For the fourth round of our contest, we asked you to send us original works of fiction that contain each of these words: "plant," "button," "trick," "fly."
He said, "I like this part, here: 'marble heavy / a bag full of God.' That's very good."
I said, "Thank you."
He said, "Yes ... excellent."
I said, "What about the line where I talk about the stars? The trick with the hemispheres and the different constellations?"
He said, "That's not a trick. It's bad writing. Work from the 'marble heavy' line."
And that was it. Work from the marble heavy line. I had spent weeks on this poem. I worked unbelievably hard. I ate nothing for three days while I just sat there and thought. The anguish that went into that fifth stanza I can't even bear to repeat. In the end, I stole seven words from Sylvia Plath. Seven. They were: "marble heavy / a bag full of God." The other 1,750 were mine. Now he tells me to trash the rest and concentrate on those seven words.
"You're lucky to get something valuable," he said. "Some people write junk their whole lives." I supposed he didn't have access to a reputable search engine. He didn't even have a memory, because he must have read that line at some earlier point in his life. He did, however, have an ear for poetry. Because that line is good. Obviously.
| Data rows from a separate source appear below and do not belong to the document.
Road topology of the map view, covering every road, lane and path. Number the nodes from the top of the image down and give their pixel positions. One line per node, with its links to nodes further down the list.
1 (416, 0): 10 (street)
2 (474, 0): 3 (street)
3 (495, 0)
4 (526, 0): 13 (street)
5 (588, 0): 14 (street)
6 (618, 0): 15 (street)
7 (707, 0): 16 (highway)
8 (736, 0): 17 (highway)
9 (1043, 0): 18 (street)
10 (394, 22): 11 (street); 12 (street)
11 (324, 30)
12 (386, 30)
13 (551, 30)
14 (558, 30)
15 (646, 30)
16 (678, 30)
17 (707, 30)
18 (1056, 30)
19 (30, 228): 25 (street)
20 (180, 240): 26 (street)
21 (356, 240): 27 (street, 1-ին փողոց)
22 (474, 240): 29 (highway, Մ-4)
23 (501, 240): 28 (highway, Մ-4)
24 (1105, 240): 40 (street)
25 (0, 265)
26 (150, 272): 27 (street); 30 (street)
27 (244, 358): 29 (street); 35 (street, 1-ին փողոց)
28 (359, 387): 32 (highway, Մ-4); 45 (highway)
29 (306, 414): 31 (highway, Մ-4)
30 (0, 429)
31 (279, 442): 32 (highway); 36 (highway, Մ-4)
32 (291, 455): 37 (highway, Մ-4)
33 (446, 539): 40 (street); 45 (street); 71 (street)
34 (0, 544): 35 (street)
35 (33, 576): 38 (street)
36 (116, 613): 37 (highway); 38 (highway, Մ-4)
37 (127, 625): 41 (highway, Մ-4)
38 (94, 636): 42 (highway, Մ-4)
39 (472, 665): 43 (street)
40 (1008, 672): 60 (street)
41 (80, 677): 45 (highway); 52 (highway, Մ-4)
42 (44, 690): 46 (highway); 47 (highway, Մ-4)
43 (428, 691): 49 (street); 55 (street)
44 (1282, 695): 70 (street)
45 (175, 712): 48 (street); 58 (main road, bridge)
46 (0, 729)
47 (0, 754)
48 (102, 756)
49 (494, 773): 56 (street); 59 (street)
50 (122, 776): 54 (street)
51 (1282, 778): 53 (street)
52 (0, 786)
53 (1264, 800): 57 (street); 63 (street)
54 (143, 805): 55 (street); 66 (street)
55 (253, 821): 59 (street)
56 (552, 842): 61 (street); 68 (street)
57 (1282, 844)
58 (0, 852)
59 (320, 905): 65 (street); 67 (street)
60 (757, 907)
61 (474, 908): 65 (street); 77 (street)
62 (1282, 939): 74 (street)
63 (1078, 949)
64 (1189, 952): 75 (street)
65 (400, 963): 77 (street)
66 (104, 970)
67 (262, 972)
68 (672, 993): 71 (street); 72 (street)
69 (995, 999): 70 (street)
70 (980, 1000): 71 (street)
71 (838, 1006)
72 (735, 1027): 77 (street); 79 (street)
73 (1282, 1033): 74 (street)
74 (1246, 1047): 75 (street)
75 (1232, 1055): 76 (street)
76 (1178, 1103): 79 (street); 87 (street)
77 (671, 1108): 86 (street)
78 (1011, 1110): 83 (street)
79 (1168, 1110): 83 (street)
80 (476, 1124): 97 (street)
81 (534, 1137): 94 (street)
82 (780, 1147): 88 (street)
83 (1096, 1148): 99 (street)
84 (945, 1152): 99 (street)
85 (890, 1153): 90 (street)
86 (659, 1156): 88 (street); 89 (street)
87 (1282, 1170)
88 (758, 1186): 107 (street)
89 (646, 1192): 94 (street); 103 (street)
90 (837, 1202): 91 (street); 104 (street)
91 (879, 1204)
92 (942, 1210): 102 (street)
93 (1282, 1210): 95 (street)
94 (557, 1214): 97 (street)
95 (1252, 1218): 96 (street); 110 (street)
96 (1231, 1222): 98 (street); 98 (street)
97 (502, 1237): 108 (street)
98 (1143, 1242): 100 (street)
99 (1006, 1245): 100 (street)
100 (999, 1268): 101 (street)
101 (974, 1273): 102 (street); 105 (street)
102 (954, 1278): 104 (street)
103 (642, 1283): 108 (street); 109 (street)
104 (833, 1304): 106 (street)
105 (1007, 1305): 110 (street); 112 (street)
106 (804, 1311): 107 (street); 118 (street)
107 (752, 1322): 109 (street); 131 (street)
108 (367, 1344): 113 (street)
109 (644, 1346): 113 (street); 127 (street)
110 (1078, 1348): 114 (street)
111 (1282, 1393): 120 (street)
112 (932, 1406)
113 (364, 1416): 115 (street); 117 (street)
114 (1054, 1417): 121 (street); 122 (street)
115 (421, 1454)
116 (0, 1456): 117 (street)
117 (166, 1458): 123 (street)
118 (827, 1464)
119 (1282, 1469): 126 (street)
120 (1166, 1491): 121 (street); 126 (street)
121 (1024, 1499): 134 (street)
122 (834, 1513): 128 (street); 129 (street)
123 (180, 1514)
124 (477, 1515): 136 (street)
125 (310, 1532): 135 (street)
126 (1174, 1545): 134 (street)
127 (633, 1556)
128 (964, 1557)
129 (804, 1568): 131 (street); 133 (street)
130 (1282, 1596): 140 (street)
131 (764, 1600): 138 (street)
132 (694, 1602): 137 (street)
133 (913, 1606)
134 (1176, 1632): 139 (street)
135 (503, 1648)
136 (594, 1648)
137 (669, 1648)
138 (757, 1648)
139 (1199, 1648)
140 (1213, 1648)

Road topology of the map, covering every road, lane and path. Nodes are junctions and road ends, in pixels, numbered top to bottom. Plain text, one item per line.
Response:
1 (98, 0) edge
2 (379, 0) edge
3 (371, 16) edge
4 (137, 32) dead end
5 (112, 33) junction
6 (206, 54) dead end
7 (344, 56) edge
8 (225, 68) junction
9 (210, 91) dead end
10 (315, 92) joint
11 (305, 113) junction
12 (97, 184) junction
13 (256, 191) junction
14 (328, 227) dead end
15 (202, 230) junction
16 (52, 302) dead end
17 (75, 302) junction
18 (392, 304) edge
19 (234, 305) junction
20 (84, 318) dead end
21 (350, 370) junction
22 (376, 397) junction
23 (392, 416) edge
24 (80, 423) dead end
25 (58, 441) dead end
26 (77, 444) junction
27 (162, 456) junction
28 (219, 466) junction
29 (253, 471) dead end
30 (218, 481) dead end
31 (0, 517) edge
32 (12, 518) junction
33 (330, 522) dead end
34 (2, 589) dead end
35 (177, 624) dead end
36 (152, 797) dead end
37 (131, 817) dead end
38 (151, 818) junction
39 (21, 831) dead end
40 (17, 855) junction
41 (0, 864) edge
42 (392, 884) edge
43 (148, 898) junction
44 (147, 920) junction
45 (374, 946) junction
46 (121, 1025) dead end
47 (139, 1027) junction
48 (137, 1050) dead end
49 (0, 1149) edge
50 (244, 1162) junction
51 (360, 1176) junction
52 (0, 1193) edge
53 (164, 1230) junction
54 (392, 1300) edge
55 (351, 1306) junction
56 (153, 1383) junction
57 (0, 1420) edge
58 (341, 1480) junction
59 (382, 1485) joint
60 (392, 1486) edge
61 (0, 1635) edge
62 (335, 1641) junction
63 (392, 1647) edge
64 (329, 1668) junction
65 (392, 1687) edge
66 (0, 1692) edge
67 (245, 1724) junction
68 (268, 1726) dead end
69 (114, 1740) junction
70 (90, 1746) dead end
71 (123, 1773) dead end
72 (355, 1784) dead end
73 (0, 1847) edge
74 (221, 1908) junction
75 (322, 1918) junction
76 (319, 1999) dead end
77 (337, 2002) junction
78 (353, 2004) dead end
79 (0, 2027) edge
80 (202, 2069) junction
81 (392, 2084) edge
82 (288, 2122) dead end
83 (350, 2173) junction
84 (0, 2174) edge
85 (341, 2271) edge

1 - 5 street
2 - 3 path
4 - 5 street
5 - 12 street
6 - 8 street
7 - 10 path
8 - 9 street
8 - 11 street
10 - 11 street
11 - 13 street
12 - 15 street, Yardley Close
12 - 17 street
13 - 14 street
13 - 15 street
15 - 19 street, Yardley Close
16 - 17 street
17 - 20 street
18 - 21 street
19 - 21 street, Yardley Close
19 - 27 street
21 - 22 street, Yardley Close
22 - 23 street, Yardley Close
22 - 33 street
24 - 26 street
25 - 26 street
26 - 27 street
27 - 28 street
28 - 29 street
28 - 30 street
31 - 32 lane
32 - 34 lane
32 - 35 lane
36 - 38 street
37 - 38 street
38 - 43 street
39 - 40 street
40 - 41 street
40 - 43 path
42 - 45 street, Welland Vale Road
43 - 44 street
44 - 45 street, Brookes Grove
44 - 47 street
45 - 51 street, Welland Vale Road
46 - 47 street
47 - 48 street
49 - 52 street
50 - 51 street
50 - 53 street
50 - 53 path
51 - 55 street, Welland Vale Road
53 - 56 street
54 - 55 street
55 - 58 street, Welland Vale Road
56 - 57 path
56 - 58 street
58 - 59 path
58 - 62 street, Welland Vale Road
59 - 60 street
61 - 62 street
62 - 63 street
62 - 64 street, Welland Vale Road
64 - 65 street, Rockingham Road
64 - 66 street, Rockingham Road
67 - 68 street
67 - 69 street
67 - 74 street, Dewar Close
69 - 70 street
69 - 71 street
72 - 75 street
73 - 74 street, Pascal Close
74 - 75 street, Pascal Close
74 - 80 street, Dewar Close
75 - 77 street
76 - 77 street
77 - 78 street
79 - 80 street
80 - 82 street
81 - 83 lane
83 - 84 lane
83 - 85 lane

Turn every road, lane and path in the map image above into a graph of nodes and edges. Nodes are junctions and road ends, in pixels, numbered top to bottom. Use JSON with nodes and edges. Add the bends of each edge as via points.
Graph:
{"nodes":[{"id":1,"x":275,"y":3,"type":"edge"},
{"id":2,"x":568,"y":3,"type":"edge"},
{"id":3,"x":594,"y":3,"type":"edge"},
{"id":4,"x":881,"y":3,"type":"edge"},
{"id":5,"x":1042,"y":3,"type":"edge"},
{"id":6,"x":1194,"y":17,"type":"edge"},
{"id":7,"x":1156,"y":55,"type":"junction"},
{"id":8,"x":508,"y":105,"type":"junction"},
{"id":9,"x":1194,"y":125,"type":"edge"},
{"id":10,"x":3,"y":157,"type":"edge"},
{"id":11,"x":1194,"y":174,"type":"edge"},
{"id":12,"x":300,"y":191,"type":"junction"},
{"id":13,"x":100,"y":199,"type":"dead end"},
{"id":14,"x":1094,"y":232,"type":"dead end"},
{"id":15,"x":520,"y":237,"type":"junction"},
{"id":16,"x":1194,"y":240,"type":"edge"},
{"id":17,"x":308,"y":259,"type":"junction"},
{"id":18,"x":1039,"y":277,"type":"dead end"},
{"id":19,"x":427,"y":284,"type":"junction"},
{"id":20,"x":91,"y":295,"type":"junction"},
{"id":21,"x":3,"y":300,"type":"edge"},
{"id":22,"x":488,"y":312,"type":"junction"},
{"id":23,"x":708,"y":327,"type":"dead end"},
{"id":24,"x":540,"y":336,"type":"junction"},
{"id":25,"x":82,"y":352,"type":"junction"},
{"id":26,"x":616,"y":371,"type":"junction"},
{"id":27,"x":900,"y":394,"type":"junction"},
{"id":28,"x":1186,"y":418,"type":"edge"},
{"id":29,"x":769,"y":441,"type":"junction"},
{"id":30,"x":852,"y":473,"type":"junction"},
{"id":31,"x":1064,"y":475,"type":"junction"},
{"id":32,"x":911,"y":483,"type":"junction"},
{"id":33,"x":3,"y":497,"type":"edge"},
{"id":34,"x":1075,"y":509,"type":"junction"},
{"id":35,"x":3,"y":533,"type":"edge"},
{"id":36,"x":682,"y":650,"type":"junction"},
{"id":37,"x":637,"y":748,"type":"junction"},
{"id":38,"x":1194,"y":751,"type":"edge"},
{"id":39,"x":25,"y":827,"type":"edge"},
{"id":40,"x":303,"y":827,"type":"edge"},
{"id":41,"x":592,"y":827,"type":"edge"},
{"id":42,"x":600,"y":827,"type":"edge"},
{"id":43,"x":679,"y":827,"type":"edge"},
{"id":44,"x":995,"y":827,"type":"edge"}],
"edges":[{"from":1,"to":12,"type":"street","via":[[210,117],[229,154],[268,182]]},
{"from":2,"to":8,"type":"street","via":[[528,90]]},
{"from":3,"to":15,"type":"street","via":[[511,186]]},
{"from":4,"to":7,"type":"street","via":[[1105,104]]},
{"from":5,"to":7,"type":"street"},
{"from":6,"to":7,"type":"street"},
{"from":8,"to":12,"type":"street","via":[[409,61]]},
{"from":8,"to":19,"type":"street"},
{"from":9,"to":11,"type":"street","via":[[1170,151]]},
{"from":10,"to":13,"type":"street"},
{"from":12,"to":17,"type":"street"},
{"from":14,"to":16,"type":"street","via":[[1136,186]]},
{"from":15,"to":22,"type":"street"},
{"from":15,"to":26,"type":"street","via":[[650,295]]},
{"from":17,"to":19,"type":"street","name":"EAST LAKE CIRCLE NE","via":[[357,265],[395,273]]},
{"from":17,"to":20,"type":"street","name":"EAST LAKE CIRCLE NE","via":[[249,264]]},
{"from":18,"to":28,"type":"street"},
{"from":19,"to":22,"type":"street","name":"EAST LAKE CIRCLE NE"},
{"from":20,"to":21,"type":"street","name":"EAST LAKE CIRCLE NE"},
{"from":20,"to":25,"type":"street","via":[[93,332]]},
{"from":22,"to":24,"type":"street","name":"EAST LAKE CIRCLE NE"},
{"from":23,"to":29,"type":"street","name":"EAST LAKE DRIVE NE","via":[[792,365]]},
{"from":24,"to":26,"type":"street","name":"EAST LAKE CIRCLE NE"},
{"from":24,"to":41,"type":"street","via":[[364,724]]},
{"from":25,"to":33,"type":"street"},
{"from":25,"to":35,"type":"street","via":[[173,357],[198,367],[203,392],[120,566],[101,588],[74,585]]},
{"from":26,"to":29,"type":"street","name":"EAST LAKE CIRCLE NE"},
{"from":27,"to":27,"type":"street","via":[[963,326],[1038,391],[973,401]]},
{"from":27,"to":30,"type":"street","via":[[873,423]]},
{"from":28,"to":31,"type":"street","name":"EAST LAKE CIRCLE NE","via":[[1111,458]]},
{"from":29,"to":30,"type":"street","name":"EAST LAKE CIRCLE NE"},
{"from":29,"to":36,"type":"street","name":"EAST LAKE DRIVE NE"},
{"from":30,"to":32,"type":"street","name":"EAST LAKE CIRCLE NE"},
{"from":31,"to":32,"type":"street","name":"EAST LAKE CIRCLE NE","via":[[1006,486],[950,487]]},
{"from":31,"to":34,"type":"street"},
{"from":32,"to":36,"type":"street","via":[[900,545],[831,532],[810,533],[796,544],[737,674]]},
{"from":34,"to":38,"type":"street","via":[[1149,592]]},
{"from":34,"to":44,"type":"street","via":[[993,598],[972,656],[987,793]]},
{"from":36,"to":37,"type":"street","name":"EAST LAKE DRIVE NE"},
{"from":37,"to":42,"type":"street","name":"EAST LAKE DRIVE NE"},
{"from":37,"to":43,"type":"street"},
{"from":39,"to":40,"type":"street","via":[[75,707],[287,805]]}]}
I buttoned my coat and headed for the door.
He said, "Where are you going?"
"Back to work on my poem, I guess."
He asked me to first tell him what I thought about his criticism.
I said, "Well, I'm going to have to be honest with you, sir. It jolted me. It jolted me until I thought my bones would break and the sap fly out of me like a split plant."
He paused. He was quiet for a long time. Then he said, "Damn."
I said, "What's wrong?"
He said, "You're good." He was suddenly interested. He took off his reading glasses. He leaned forward. "That's really good. Why don't you write more like that?"
I said, "OK, I'll try."
"Now," he said.
"Try to write something now. Here, write a sentence. About anything." He grabbed a pen and a piece of paper and handed it to me. It seemed like he was shaking from excitement.
"Could you maybe give me a topic or something?"
He looked out the window, and then at me. He said, "Write about the heart."
I wrote: "How frail the human heart must be — a mirrored pool of thought."
I know. I was pushing it — so different from how I talked and all. But it was so perfect. He said heart!
Then he said, "Write about writing."
I couldn't even stop myself. It was right there, begging me. I wrote: "Nothing stinks like a pile of unpublished writing."
He said, "Widow."
I wrote: "The word consumes itself."
He said, "God."
I wrote: "I talk to God but the sky is empty."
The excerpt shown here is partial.